▶ _WHAT YOU ARE ASKED TO DO_
Please return the records below exactly as they stand, with the pictures removed.

|---|

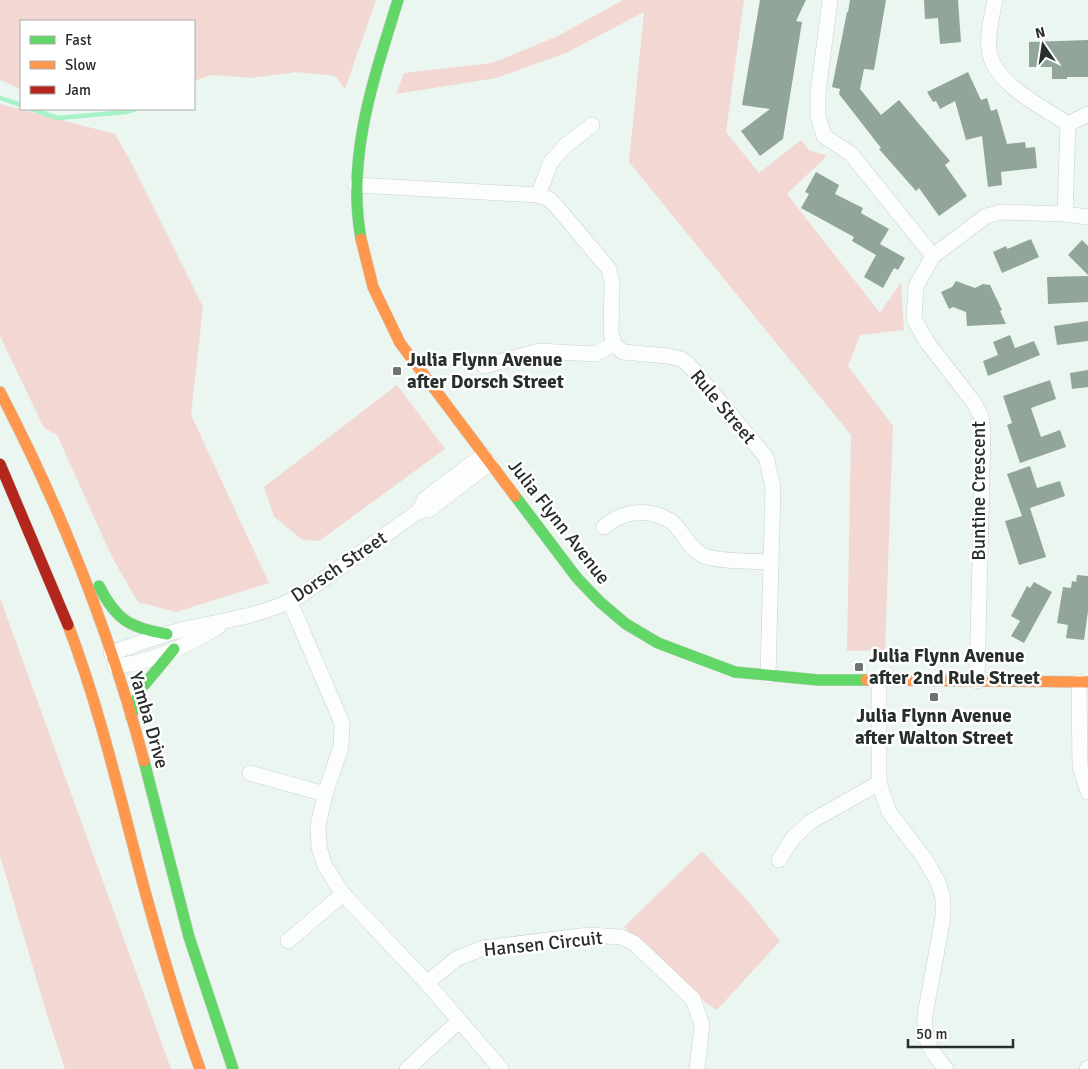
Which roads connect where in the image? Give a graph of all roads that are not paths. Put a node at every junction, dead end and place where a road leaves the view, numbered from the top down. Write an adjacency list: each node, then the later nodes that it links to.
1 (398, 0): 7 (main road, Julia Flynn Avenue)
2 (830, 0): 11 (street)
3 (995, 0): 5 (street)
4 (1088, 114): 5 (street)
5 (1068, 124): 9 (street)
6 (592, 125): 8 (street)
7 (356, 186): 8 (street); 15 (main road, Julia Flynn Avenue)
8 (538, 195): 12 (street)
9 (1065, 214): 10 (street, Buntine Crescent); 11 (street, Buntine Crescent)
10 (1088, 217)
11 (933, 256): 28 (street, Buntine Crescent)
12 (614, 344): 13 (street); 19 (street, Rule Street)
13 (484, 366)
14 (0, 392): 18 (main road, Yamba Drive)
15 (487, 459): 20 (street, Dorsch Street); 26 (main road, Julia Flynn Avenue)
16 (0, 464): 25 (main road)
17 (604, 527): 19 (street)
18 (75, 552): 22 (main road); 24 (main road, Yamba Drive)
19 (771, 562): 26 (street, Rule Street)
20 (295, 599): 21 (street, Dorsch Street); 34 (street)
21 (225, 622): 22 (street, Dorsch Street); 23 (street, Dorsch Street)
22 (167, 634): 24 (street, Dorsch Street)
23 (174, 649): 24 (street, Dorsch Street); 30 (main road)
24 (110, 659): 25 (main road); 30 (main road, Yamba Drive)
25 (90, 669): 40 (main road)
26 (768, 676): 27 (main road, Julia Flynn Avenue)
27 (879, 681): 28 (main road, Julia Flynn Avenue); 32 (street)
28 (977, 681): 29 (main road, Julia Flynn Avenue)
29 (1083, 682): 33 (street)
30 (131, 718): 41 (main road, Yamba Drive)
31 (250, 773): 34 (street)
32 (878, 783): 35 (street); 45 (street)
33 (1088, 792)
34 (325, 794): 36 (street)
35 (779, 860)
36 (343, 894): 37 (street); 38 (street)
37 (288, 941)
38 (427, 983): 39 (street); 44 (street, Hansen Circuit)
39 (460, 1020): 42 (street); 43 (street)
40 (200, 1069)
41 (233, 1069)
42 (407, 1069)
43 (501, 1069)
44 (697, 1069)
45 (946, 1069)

|---|

▶ _EXPECTED ANSWER_
Which roads connect where in the image? Give a graph of all roads that are not paths. Put a node at every junction, dead end and place where a road leaves the view, numbered from the top down. Write an adjacency list: each node, then the later nodes that it links to.
1 (398, 0): 7 (main road, Julia Flynn Avenue)
2 (830, 0): 11 (street)
3 (995, 0): 5 (street)
4 (1088, 114): 5 (street)
5 (1068, 124): 9 (street)
6 (592, 125): 8 (street)
7 (356, 186): 8 (street); 15 (main road, Julia Flynn Avenue)
8 (538, 195): 12 (street)
9 (1065, 214): 10 (street, Buntine Crescent); 11 (street, Buntine Crescent)
10 (1088, 217)
11 (933, 256): 28 (street, Buntine Crescent)
12 (614, 344): 13 (street); 19 (street, Rule Street)
13 (484, 366)
14 (0, 392): 18 (main road, Yamba Drive)
15 (487, 459): 20 (street, Dorsch Street); 26 (main road, Julia Flynn Avenue)
16 (0, 464): 25 (main road)
17 (604, 527): 19 (street)
18 (75, 552): 22 (main road); 24 (main road, Yamba Drive)
19 (771, 562): 26 (street, Rule Street)
20 (295, 599): 21 (street, Dorsch Street); 34 (street)
21 (225, 622): 22 (street, Dorsch Street); 23 (street, Dorsch Street)
22 (167, 634): 24 (street, Dorsch Street)
23 (174, 649): 24 (street, Dorsch Street); 30 (main road)
24 (110, 659): 25 (main road); 30 (main road, Yamba Drive)
25 (90, 669): 40 (main road)
26 (768, 676): 27 (main road, Julia Flynn Avenue)
27 (879, 681): 28 (main road, Julia Flynn Avenue); 32 (street)
28 (977, 681): 29 (main road, Julia Flynn Avenue)
29 (1083, 682): 33 (street)
30 (131, 718): 41 (main road, Yamba Drive)
31 (250, 773): 34 (street)
32 (878, 783): 35 (street); 45 (street)
33 (1088, 792)
34 (325, 794): 36 (street)
35 (779, 860)
36 (343, 894): 37 (street); 38 (street)
37 (288, 941)
38 (427, 983): 39 (street); 44 (street, Hansen Circuit)
39 (460, 1020): 42 (street); 43 (street)
40 (200, 1069)
41 (233, 1069)
42 (407, 1069)
43 (501, 1069)
44 (697, 1069)
45 (946, 1069)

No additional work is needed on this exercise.